After winning a primary election that effectively clinched the Republican presidential nomination, Donald Trump paused to laud a boyish-looking 35-year-old who ultimately proved to be an indispensable figure on the path to the White House.
"Honestly, Jared is a very successful real estate person. But I actually think he likes politics more than he likes real estate," Trump said of his son-in-law Jared Kushner, standing to his right during a victory speech after the Indiana party primary election in May. "But he's very good at politics."
Kushner, the slender, clean-cut New Jersey real estate scion who married Trump's daughter Ivanka in 2009, helped guide the Republican Trump to victory last week over Democrat Hillary Clinton and is poised to remain an influential adviser during his presidency.
Kushner emerged as an important voice early in Trump's campaign, launched in June 2015. He was involved in almost every aspect of Trump's campaign, offering advice on key personnel decisions, strategy, speeches, fundraising and other areas.

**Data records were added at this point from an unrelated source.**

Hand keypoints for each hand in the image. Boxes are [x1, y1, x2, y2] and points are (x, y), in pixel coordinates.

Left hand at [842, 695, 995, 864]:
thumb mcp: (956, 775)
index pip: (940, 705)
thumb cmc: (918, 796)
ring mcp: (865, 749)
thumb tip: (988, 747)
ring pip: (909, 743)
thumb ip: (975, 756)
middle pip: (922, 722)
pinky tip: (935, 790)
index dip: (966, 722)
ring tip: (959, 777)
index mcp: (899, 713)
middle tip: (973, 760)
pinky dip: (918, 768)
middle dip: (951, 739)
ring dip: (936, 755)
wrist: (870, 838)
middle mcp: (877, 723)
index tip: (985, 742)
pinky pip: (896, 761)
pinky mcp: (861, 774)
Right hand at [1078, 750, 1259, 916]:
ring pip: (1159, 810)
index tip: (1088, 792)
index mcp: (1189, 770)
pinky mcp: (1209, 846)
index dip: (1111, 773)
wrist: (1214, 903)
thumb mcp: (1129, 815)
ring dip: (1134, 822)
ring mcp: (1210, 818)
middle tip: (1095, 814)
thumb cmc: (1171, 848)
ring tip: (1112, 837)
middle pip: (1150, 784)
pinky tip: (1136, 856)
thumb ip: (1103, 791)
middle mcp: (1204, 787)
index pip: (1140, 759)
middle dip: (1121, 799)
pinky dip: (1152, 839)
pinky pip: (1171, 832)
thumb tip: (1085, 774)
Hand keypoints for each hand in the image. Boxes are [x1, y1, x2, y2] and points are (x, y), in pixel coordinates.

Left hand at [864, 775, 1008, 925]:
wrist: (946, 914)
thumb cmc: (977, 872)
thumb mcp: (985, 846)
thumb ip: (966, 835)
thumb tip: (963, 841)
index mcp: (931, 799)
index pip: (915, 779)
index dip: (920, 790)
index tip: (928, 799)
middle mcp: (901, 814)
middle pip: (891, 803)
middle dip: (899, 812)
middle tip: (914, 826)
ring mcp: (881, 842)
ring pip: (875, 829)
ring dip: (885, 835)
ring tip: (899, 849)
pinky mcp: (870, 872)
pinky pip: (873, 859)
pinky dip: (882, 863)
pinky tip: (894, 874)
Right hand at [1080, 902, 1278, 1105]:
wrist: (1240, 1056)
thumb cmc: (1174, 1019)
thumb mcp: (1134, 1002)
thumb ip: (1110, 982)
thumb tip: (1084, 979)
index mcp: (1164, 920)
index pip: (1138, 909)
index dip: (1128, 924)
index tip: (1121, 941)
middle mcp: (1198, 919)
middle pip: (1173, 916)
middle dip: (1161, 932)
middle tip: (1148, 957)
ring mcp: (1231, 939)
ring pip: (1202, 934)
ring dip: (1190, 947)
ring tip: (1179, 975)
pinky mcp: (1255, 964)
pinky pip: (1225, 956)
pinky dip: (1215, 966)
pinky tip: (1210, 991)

Late in the campaign, he began laying the groundwork for a possible Trump-run television network, in the event his father-in-law lost, according to a person familiar with the matter.
Kushner spearheads his family's real estate development company, Kushner Companies, and is the publisher of the New York Observer weekly newspaper, which he acquired at age 25.
While a federal anti-nepotism law prohibits a president from hiring family members to serve in his administration, Kushner is set to remain a key insider and trusted confidant.
Trump said on Wednesday he was not trying to get security clearance for his children, which would allow them access to classified government information.
"I am not trying to get 'top level security clearance' for my children. This was a typically false news story," the New York real estate magnate said in a Twitter post.
Trump was referring to media reports on Monday that he was seeking security clearance for three of his children and his son-in-law.
Such clearance would allow Trump to discuss matters of national security with his daughter, Ivanka, sons Eric and Donald Jr. and son-in-law Kushner. Federal law prohibits him from hiring family members to serve in his administration, but all four played key advisory roles through the campaign.
Trump has insisted that to avoid conflicts of interest, his children would run his sprawling business operations once he assumed the presidency.
Reince Priebus, appointed Trump's White House chief of staff on Sunday, told NBC's "Today" show on Monday that Kushner "obviously" will be very involved in decision-making. Kushner serves on Trump's transition executive committee.